Within a data block, repeated strings can be stored in a dictionary table. Subsequent occurrences reference the dictionary by index using the Reference wire type.

Algorithm (Encoder):

  1. When enable_dedup() is called, the encoder maintains a per-block HashMap<String, u32>.
  2. First occurrence: encode string normally (LenDelimited + string data), record in the map with the next sequential index.
  3. Subsequent occurrences: encode as Reference wire type (0x0A) with the dictionary index.
  4. On flush_block(), if the dictionary is non-empty, emit a StringDict block (type 0x04) before the data block.
  5. The dictionary is cleared between blocks.

8.1 StringDict Block Format

The StringDict block (type 0x04) is emitted immediately before its corresponding data block. It uses standard block framing:

1
block_type(0x04) | block_len(varint) | comp_type(0x00) | checksum(8B) | payload

Payload layout:

1
entry_count(varint) | entry₀ | entry₁ | ... | entryₙ₋₁

Each entry uses prefix-delta compression (entries are sorted lexicographically):

1
original_index(varint) | prefix_len(varint) | suffix_len(varint) | suffix_bytes
  • original_index: The insertion-order index matching Reference wire type IDs.
  • prefix_len: Number of bytes shared with the previous entry (0 for the first).
  • suffix_len: Length of the non-shared suffix.
  • suffix_bytes: The raw suffix bytes.

8.2 Decoder Handling

When the decoder encounters a StringDict block:

  1. Verify the block checksum.
  2. Parse the prefix-delta entries, reconstructing full strings.
  3. Populate the per-block string table in insertion order using original_index.
  4. Proceed to the next block (which should be a Data block).
  5. During data block decoding, Reference wire types resolve from the pre-populated table.

The StringDict block is consumed transparently — callers of decode_next() / decode_next_owned() never see it.

8.3 Prefix-Delta Compression

Entries in the StringDict block are sorted lexicographically before encoding. Each entry stores only the suffix that differs from the previous entry:

Spec · §8.3

StringDict prefix-delta

STRINGDICT · PREFIX-DELTA idx prefix_len suffix reconstructed 0 0 config_cache_host config_cache_host 1 13 port config_cache_port 2 7 database_host config_database_host 3 16 port config_database_port Entries are sorted lexicographically before encoding; each row stores only the byte-delta from the prior key.

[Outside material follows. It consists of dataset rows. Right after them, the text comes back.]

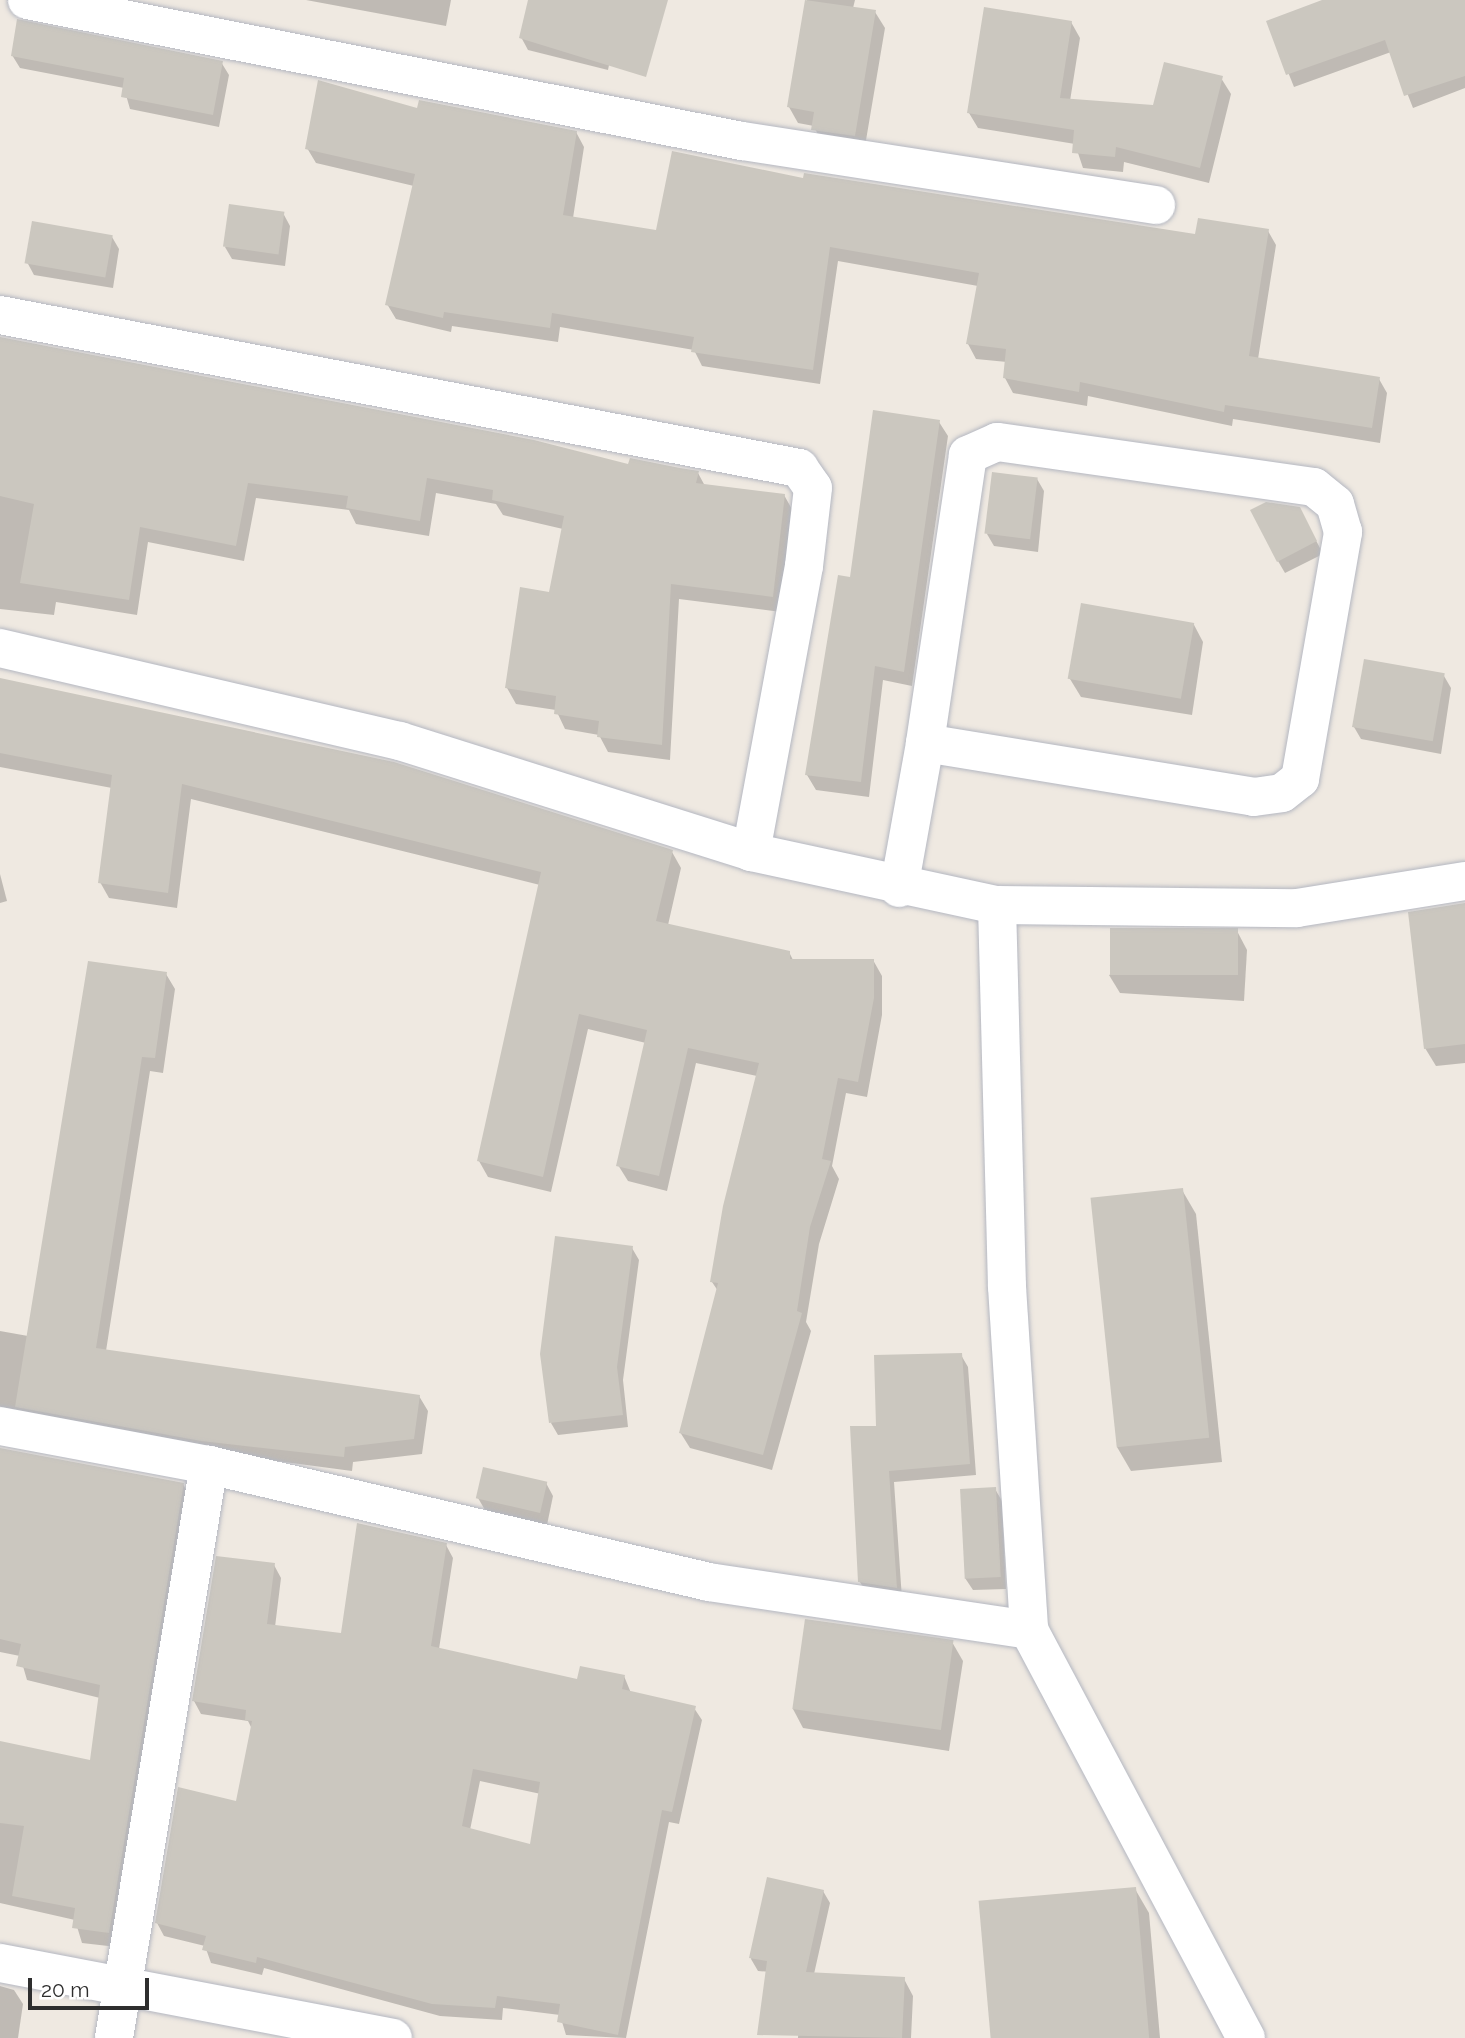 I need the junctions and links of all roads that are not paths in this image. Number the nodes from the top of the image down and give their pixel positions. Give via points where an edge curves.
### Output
1 (27, 0) edge
2 (1156, 205) dead end
3 (0, 315) edge
4 (0, 648) edge
5 (925, 743) junction
6 (751, 852) junction
7 (1465, 881) edge
8 (899, 887) junction
9 (997, 905) junction
10 (0, 1426) edge
11 (209, 1465) junction
12 (1029, 1630) junction
13 (0, 1963) edge
14 (122, 1983) junction
15 (114, 2038) edge
16 (393, 2038) edge
17 (1245, 2038) edge

1 - 2 street via 742,141
3 - 6 street via 799,468 813,488 804,566
4 - 6 street via 400,741
5 - 5 street via 968,455 997,442 1314,487 1335,503 1343,532 1311,743 1300,779 1282,793 1254,797
5 - 8 street
6 - 8 street
7 - 9 street via 1297,908
8 - 9 street
9 - 12 street via 1007,1287
10 - 11 street
11 - 12 street via 709,1582
11 - 14 street
12 - 17 street
13 - 14 street
14 - 15 street
14 - 16 street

This reduces dictionary overhead for datasets with structured/hierarchical key names.

9. Reference/Dedup

The Reference wire type (0x0A) currently encodes a varint index into the per-block string dictionary described in section 8. The implemented encoder uses it only for repeated UTF-8 strings when Encoder::enable_dedup() is set.

Reference IDs are scoped to a single block. Cross-block references are not supported (blocks are self-contained).

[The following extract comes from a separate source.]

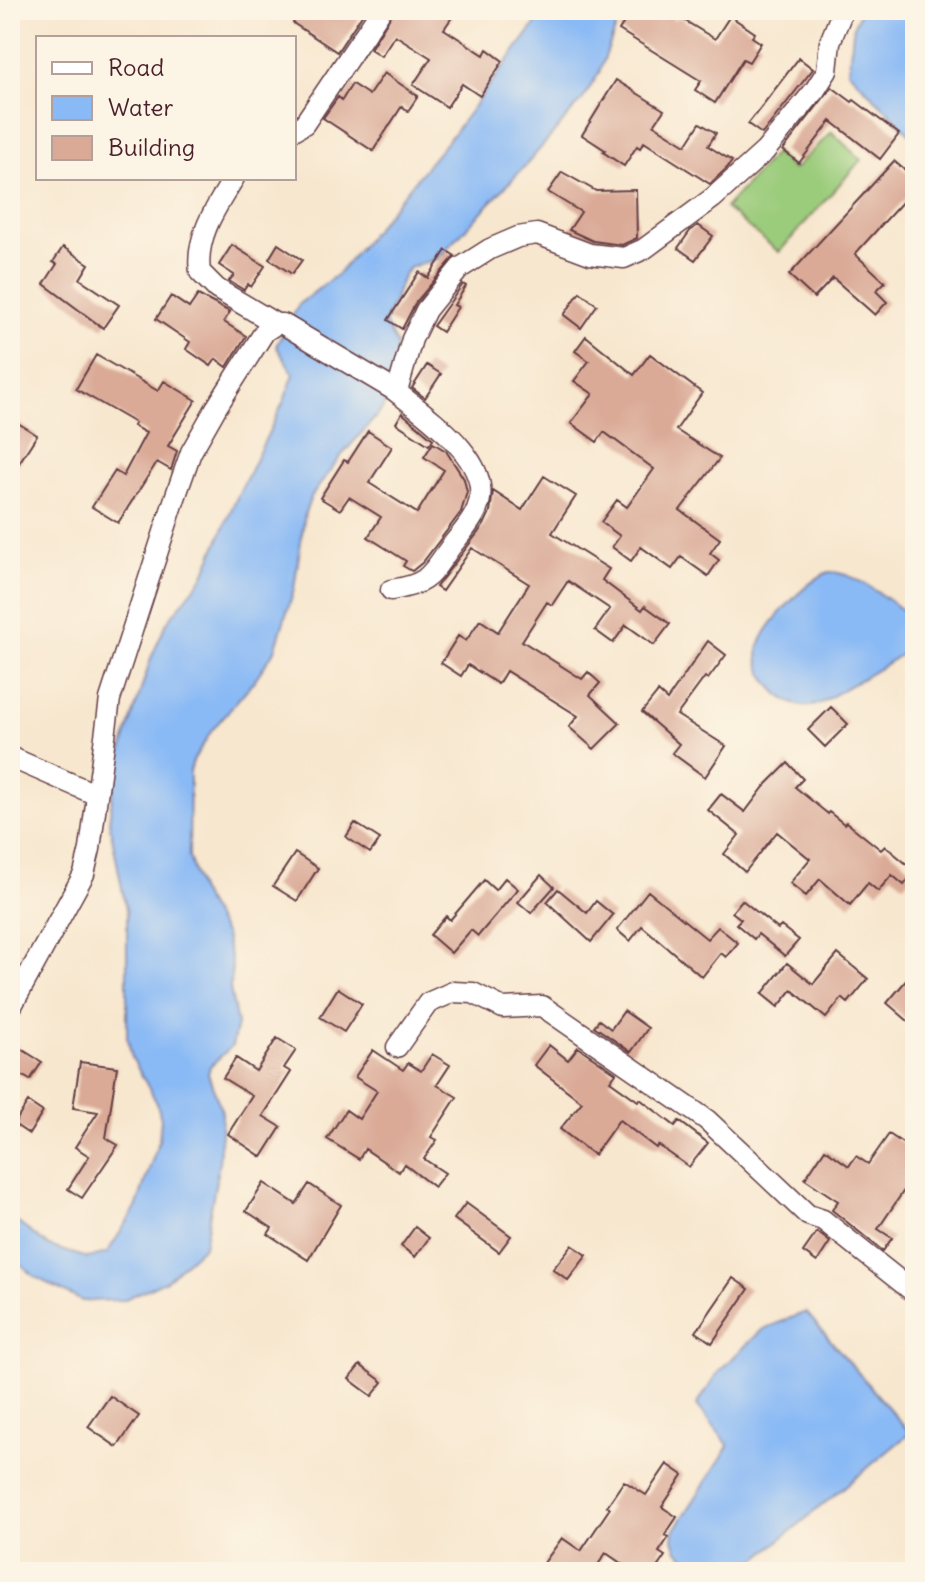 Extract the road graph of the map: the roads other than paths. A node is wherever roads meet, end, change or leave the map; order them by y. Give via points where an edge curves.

Structural subtree deduplication is not implemented in the v1 encoder or decoder. Future versions may add a separate reference table for that behavior, but files written by the current implementation must treat references as string-dictionary references.

10. Streaming vs Block Mode

Streaming Mode

  • Blocks are emitted as data arrives.
  • No index block.
  • Reader processes blocks sequentially.

Block Mode

  • Entire document encoded into one or more data blocks.
  • Optional index block at end for random access.
  • Optional schema block for self-describing files.

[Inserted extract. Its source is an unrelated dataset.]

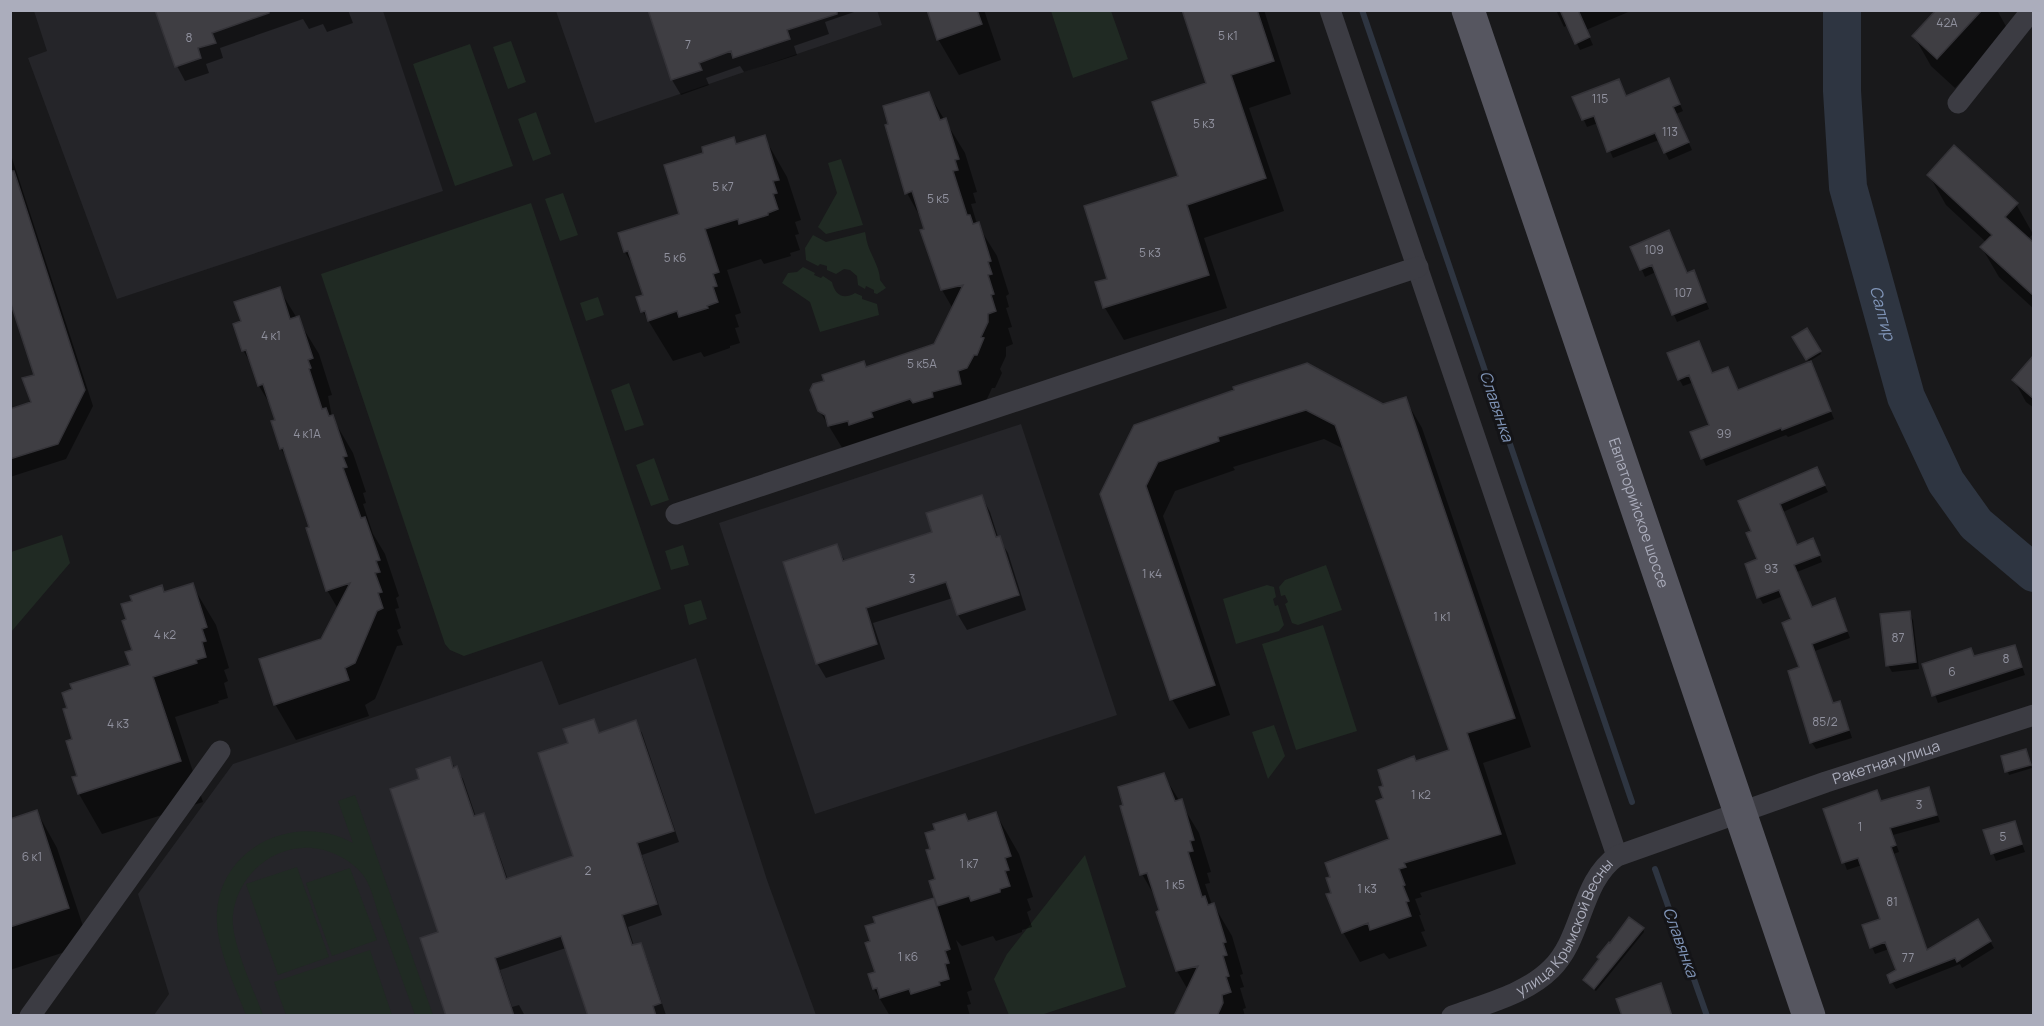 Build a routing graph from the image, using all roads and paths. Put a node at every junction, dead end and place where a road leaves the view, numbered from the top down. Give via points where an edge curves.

11. Security Considerations

See SECURITY.md for the full threat model.

Key points:

  • All lengths are bounds-checked against configurable limits.
  • Nesting depth is limited (default: 128).
  • Varint decoder rejects overlong encodings.
  • UTF-8 validation on all strings.
  • Per-block checksums prevent processing corrupted data.
  • Decompression output is bounded.
  • skip_value_at() enforces Limits (nesting + item count) during skip.

12. Feature Flags

All optimizations are gated behind Cargo feature flags to keep the default binary small and compilation fast.

12.1 surp-core features

Flag Dependencies Description
xxh3 Use XXH3-64 for checksums (faster SIMD path)
compat-crc32 crc32fast CRC32 checksum support for legacy interop
fast-alloc bumpalo Per-block bump allocator via BumpDecoder
lz4 lz4_flex LZ4 block compression support
zstd zstd Zstandard block compression support
snappy snap Snappy block compression support

12.2 surp-io features

Flag Dependencies Description
mmap memmap2 Memory-mapped zero-copy file reader (MmapReader)

12.3 surp-compression features

Flag Dependencies Description
lz4 lz4_flex LZ4 compression support
zstd zstd Zstandard compression
snappy snap Snappy compression

12.4 surp-simd features

Flag Dependencies Description
simd-varint NEON SIMD-accelerated varint boundary pre-scan

13. Text Format

The Surp text format is a deterministic, human-readable notation that maps 1:1 to the binary format. See docs/TEXT_FORMAT.abnf for the normative ABNF grammar (RFC 5234).

Key differences from JSON:

  • Object fields terminated by ; not ,
  • Binary literals: b64#<base64>; object fields still use the normal field ;
  • Optional type annotations: 42::u32
  • Comments: // line and /* block */
  • Signed integers use explicit +/- prefix

14. CLI Reference

The surp CLI tool (surp-cli) provides the following commands:

Command Description
inspect Show block layout and checksums
pretty Pretty-print in text notation
to-json Convert to JSON
from-json Convert JSON to binary
encode Parse text notation, emit binary
decode Decode binary to text notation
validate Verify checksums and decode integrity
bench Quick encode/decode performance test